The baby and his constant need for care and attention of course don’t help Grace’s mindset, but as the film drags on, it becomes clear that Ramsay isn’t solely interested in a portrait of postpartum depression. (Even if that is the centre of its source material, a 2012 Spanish novel by Ariana Harwicz.)
There is something more rotten and incurable about Grace and her relationship to the outside world – an ugly collision of narcissism and selfishness, fragility and obliviousness – that is driving, and ultimately clouding, Ramsay’s vision. Unable to climb to any clear narrative or aesthetic vantage point, the filmmaker resorts to pushing through a clanging, suffocating experience.
According to its distributor, Die My Love underwent a re-edit from the version that played at the Cannes Film Festival this past spring – but whatever changes made feel exceptionally minor, as the movie still plays like a rote nightmare. While Ramsay has never been a subtle filmmaker, the magnificent darkness that she has previously conjured in everything from Morvern Callar to You Were Never Really Here felt sincere and enveloping – vortexes you appreciated being thrown into.
Here, everything arrives dripping wet with artifice, from the rotting-before-our-eyes country home to the buzzing-flies on the assaultive sound mix to the forest-fire imagery that bookends Grace’s journey.
Lawrence, left, and Robert Pattinson in a scene from Die My Love.Kimberly French/The Associated Press
In a more controlled and less punishing film, Lawrence’s deeply committed performance would be the discussion of the year. Yet she has tossed herself to the wolves here, the star provided no care or cover by her director. What is the point in going so raw, so feral, if the result is so scattered, so interminable, so irredeemably silly? It is The Emperor’s New Clothes of empty, naked-for-naked sake acting, and no one here with the brief exception of Spacek – who leapfrogs over the ludicrous dialogue she is handed – walks away clean.

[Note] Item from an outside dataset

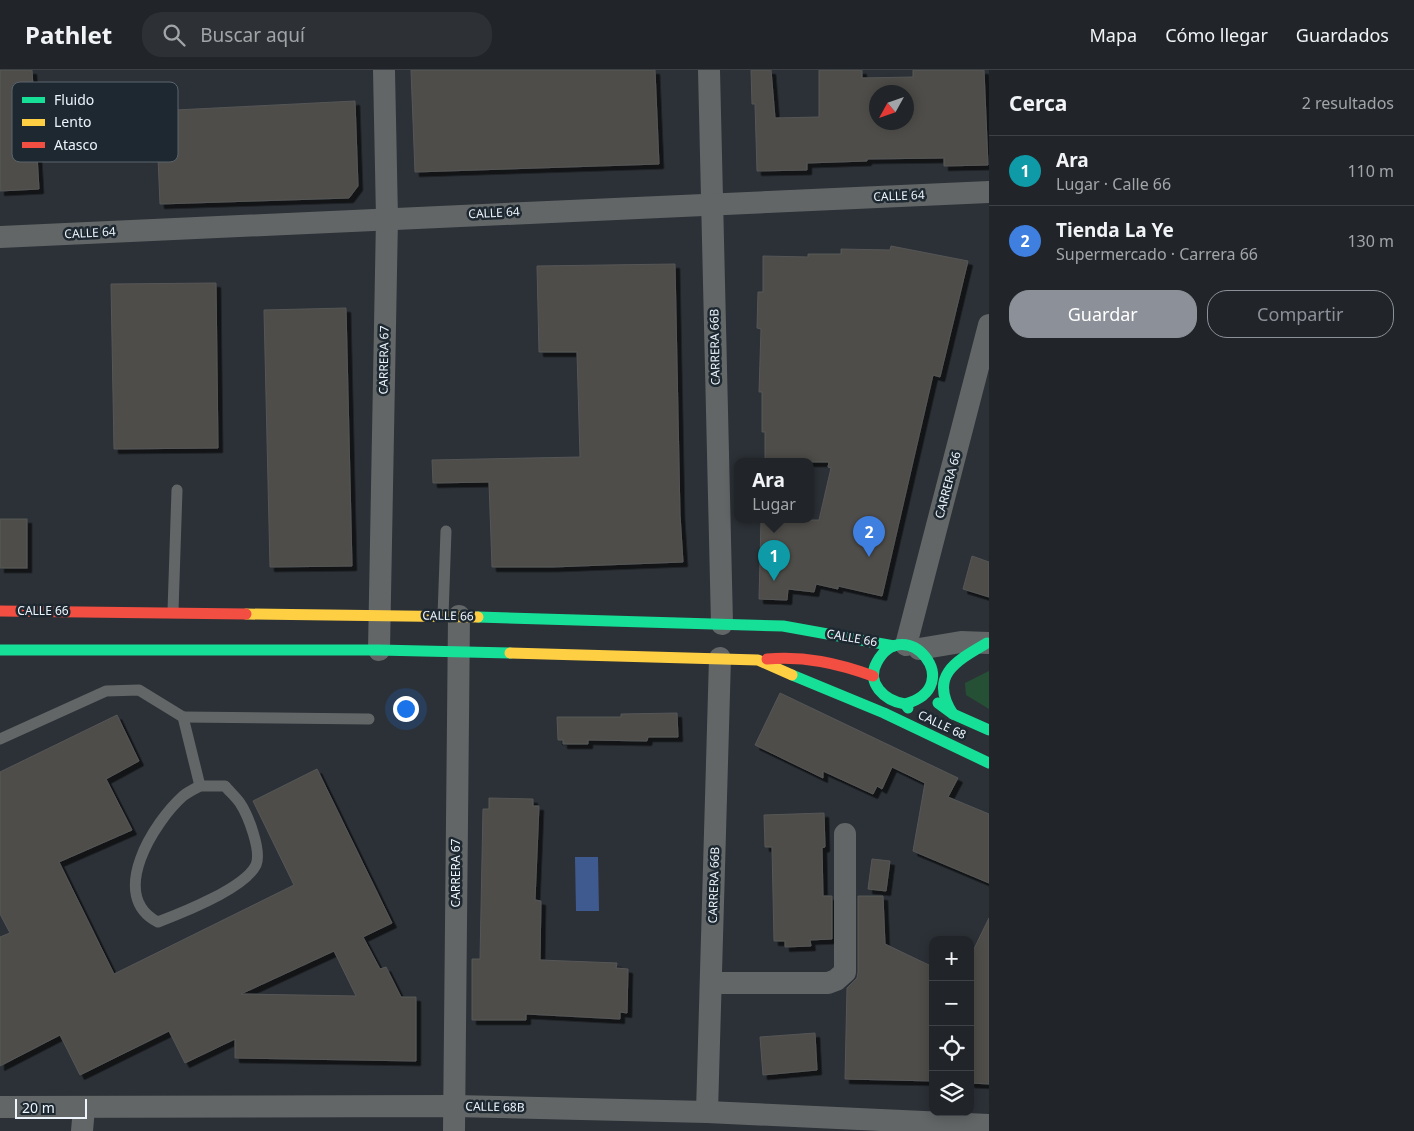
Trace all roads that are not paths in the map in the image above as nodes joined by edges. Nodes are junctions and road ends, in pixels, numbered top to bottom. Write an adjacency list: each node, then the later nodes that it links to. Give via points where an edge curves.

In too many ways, Ramsay’s film recalls another question mark in Lawrence’s career, Darren Aronofsky’s Mother!. But while both films share common threads in their star, themes, rural-home settings and particularly traumatic moments involving sinks, Aronofsky at least had a method behind his madness.
You don’t have to press your ear against this movie’s wall to hear its many rats – the scurrying is deafening, and to what end god only knows. Better to burn the house down and walk away.